Three insightful systematic reviews offer further revelations about the present state of stigma research, and shine a light on priority areas for future study. In “A systematic review of multilevel stigma interventions: state of the science and future directions,” Rao et al. [22] identified 24 published examples of multilevel interventions, which mainly used an educational approach at the interpersonal and intrapersonal levels. They call for more rigorous study designs to address this gap. In “Implementation science and stigma reduction interventions in low and middle income countries: a systematic review” Kemp et al. [23] report on 35 published studies of evaluations of stigma reduction interventions in LMICs that offered at least one implementation outcome. They found that most of these studies examined acceptability and feasibility, none took a transdiagnostic approach to decrease stigma across multiple health conditions, and few included conceptual Implementation Sciences frameworks. They conclude that studies evaluating adoption, appropriateness, cost, fidelity, penetration and sustainability are needed, as well as more granular details of interventions. In “A scoping review of health-related stigma outcomes for high burden diseases in LMICs”, Kane et al. [24] explore HIV, mental illness, tuberculosis, epilepsy and substance abuse research. Their aim was to highlight commonalities across these conditions, including key moderators and mediators of stigma and health, and identify vulnerable and at-risk groups.

The systematic reviews in this collection are complemented by an Opinion piece on participatory research, and a Correspondence article on stigma in health facilities. Sprague et al. [25] articulate the imperative for participatory praxis, with an emphasis on the need for a shared starting point from the strengths and assets of the community. This would avoid further objectification, and rather enhance agency, dignitary and wellbeing, while also producing work that is more relevant, reliable and valid.
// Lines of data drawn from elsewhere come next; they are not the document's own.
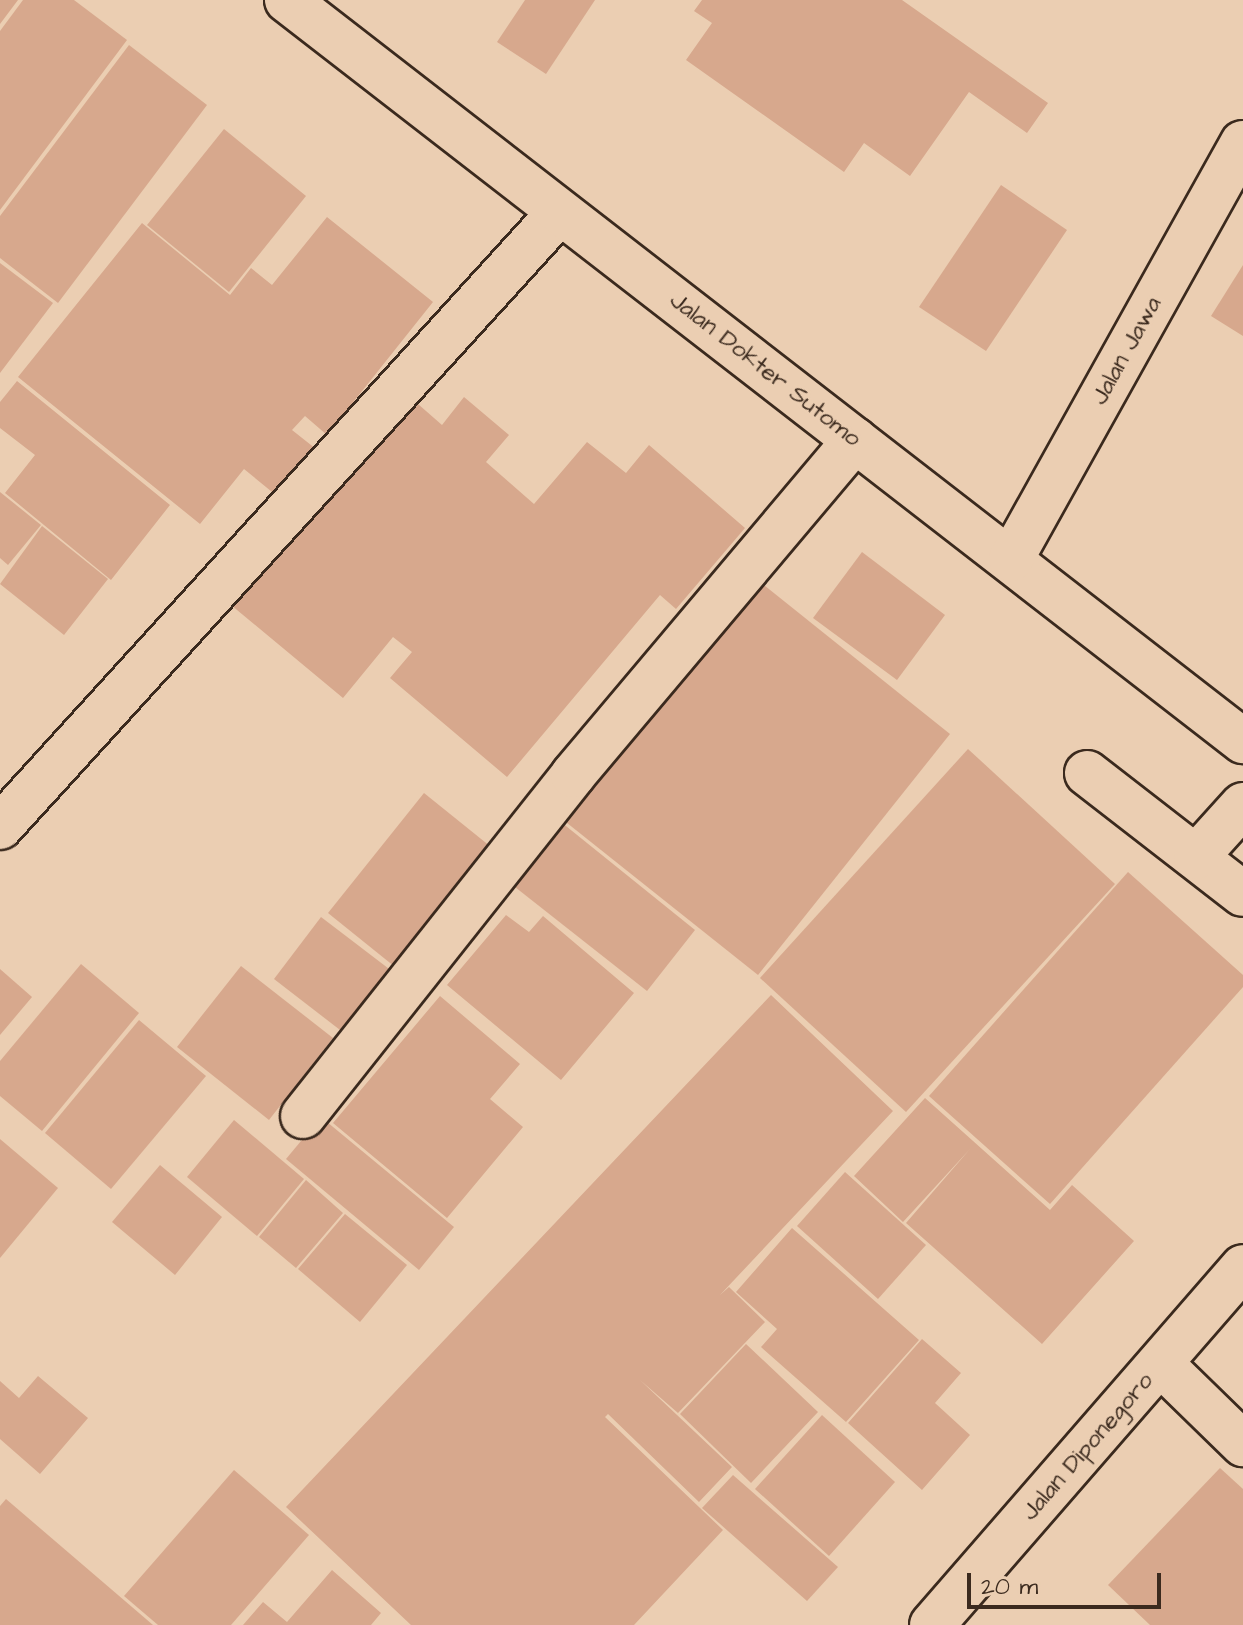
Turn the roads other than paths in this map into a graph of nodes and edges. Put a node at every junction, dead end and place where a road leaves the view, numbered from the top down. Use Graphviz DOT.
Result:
graph roads {
  1 [pos="287,0"];
  2 [pos="1243,143"];
  3 [pos="559,213"];
  4 [pos="855,440"];
  5 [pos="1011,559"];
  6 [pos="1243,741"];
  7 [pos="1087,773"];
  8 [pos="1243,805"];
  9 [pos="0,827"];
  10 [pos="1196,857"];
  11 [pos="1243,894"];
  12 [pos="303,1116"];
  13 [pos="1243,1267"];
  14 [pos="1161,1364"];
  15 [pos="1243,1444"];
  16 [pos="932,1625"];
  1 -- 3 [label="main road, Jalan Dokter Sutomo"];
  2 -- 5 [label="main road, Jalan Jawa"];
  3 -- 4 [label="main road, Jalan Dokter Sutomo"];
  3 -- 9 [label="main road"];
  4 -- 5 [label="main road, Jalan Dokter Sutomo"];
  4 -- 12 [label="main road"];
  5 -- 6 [label="main road, Jalan Dokter Sutomo"];
  7 -- 10 [label="main road"];
  8 -- 10 [label="main road"];
  10 -- 11 [label="main road"];
  13 -- 14 [label="main road, Jalan Diponegoro"];
  14 -- 15 [label="main road"];
  14 -- 16 [label="main road, Jalan Diponegoro"];
}
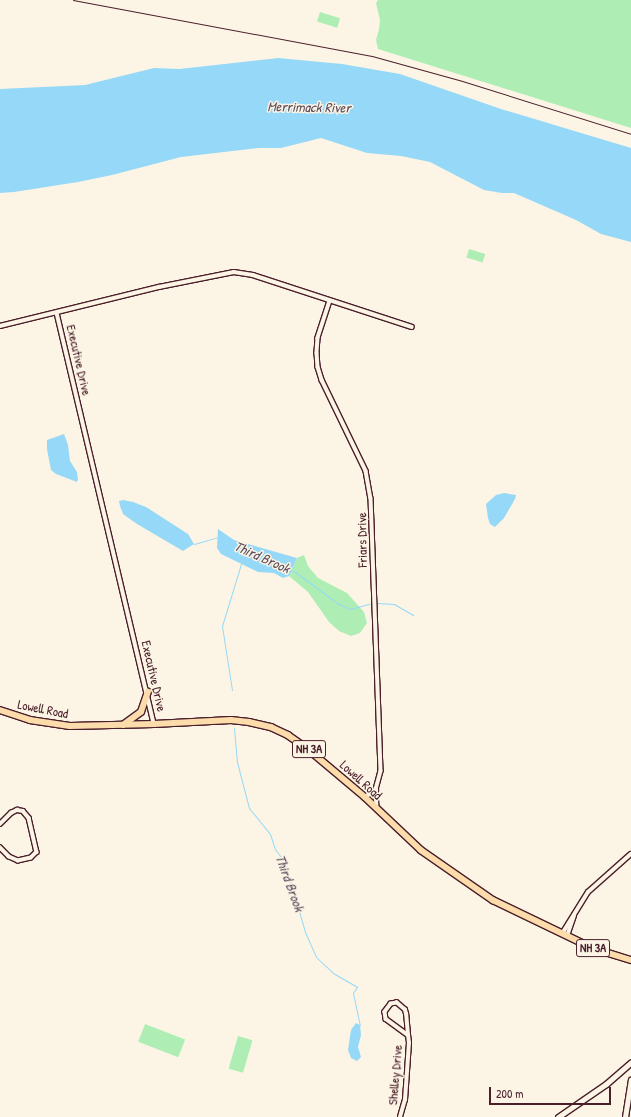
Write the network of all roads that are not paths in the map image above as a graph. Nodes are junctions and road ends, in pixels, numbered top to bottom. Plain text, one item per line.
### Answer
1 (330, 301) junction
2 (57, 313) junction
3 (0, 326) edge
4 (412, 327) dead end
5 (148, 692) junction
6 (0, 710) edge
7 (154, 724) junction
8 (121, 726) junction
9 (376, 790) junction
10 (365, 797) junction
11 (377, 809) junction
12 (0, 824) edge
13 (0, 848) edge
14 (631, 854) edge
15 (564, 935) junction
16 (631, 960) edge
17 (408, 1035) junction
18 (631, 1062) edge
19 (631, 1079) edge
20 (400, 1117) edge
21 (558, 1117) edge
22 (625, 1117) edge

1 - 2 street, Executive Drive
1 - 4 street, Executive Drive
1 - 9 street, Friars Drive
2 - 3 street
2 - 5 street, Executive Drive
5 - 7 street, Executive Drive
5 - 8 main road
6 - 8 main road, Lowell Road / NH 3A
7 - 8 main road, Lowell Road / NH 3A
7 - 10 main road, Lowell Road / NH 3A
9 - 10 street
9 - 11 street, Friars Drive
10 - 11 main road, Lowell Road / NH 3A
11 - 15 main road, Lowell Road / NH 3A
12 - 13 street
14 - 15 street
15 - 16 main road, Lowell Road / NH 3A
17 - 17 street, Shelley Drive
17 - 20 street, Shelley Drive
18 - 21 street
19 - 22 street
This contribution recognizes the challenges in conducting participatory work, noting that, “for community-engaged practice to become more than an ethical aspiration, structural changes in funding, training, publishing and tenure processes will be necessary.” In the Correspondence article, “Stigma in health facilities: why it matters and how we can change it,” Nyblade et. al [26] provide a case study in which this cross-cutting approach has been applied to tackle stigma in healthcare facilities. They review the literature on stigma reduction strategies in health facilities, while also exploring the potential for facility-based strategies to occur across multiple conditions.
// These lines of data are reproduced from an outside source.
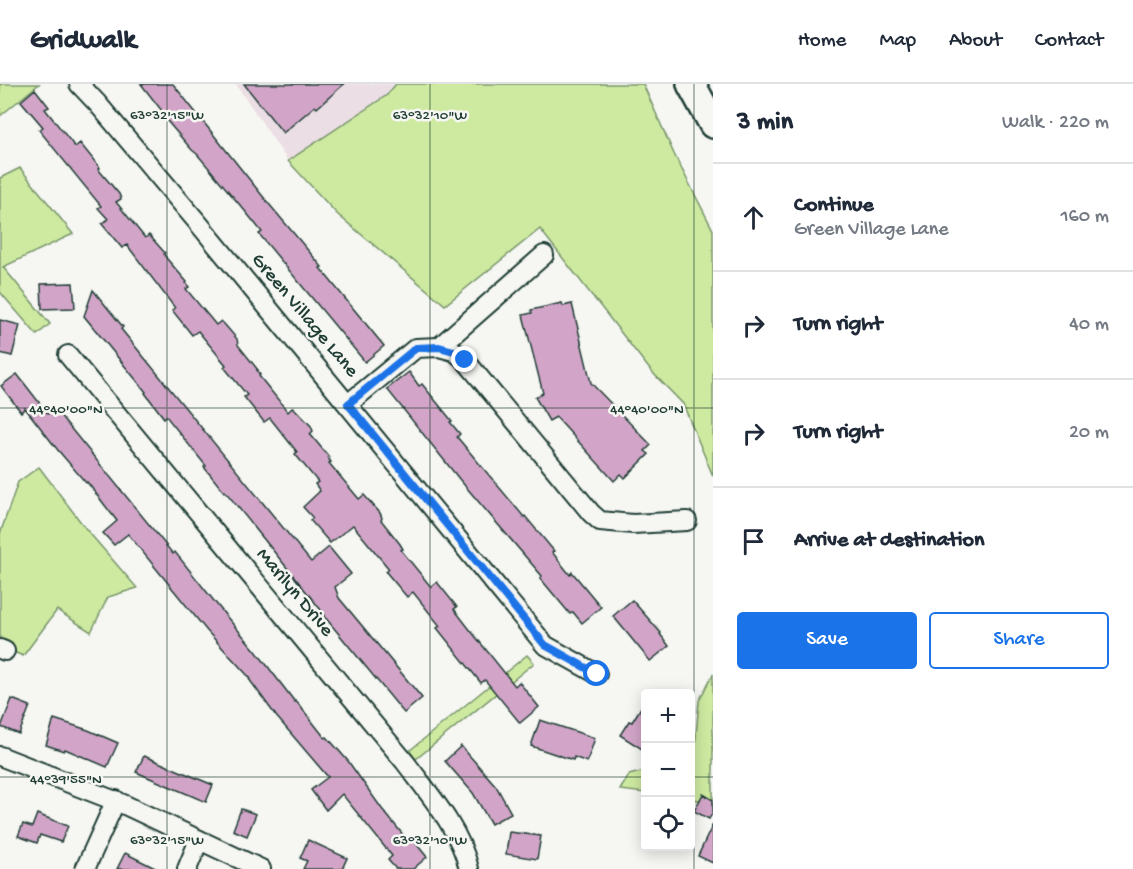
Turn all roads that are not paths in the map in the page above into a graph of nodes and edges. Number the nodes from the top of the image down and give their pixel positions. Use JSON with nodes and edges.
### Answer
{"nodes":[{"id":1,"x":79,"y":84,"type":"edge"},
{"id":2,"x":691,"y":84,"type":"edge"},
{"id":3,"x":699,"y":84,"type":"edge"},
{"id":4,"x":713,"y":123,"type":"edge"},
{"id":5,"x":544,"y":255,"type":"dead end"},
{"id":6,"x":439,"y":347,"type":"junction"},
{"id":7,"x":68,"y":355,"type":"dead end"},
{"id":8,"x":348,"y":404,"type":"junction"},
{"id":9,"x":687,"y":521,"type":"dead end"},
{"id":10,"x":597,"y":674,"type":"dead end"},
{"id":11,"x":0,"y":756,"type":"edge"},
{"id":12,"x":116,"y":800,"type":"junction"},
{"id":13,"x":199,"y":840,"type":"junction"},
{"id":14,"x":85,"y":869,"type":"edge"},
{"id":15,"x":187,"y":869,"type":"edge"},
{"id":16,"x":261,"y":869,"type":"edge"},
{"id":17,"x":469,"y":869,"type":"edge"}],
"edges":[{"from":1,"to":8,"type":"street","name":"Green Village Lane"},
{"from":2,"to":4,"type":"highway"},
{"from":3,"to":4,"type":"highway"},
{"from":5,"to":6,"type":"street"},
{"from":6,"to":8,"type":"street"},
{"from":6,"to":9,"type":"street"},
{"from":7,"to":17,"type":"street","name":"Marilyn Drive"},
{"from":8,"to":10,"type":"street","name":"Green Village Lane"},
{"from":11,"to":12,"type":"street"},
{"from":12,"to":13,"type":"street"},
{"from":12,"to":14,"type":"street"},
{"from":13,"to":15,"type":"street"},
{"from":13,"to":16,"type":"street"}]}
As well as reviewing recent developments in research, theory, and intervention in health-related stigma in LMICs, this collection of articles provides a roadmap for researchers, healthcare providers, policymakers, community members, and other key stakeholders, to address the issue of stigma to enhance global health equity. Key guideposts on this roadmap include first deconstructing the silos that have, to date, stifled a fluid exchange of findings and innovations across disease contexts. Catalyzing cross-cutting approaches to research, theory, and intervention has the potential to spur more rapid and efficacious solutions to health-related stigma. Secondly, to understand and address this complex, multilevel social phenomenon, it is crictical to build transdisciplinary scientific teams. Solutions to health-related stigma will require expertise from public health, medicine, psychology, sociology, and anthropology, as well as other scientific disciplines. Thirdly, it is critical to partner with community members, providers, policymakers, and other stakeholders, to ensure that research and interventions are responsive, feasible, and efficacious. It is only through working together – across disease silos, disciplines, and scientist–community member boundaries – that we will be able to effectively address health-related stigma and enhance global health equity.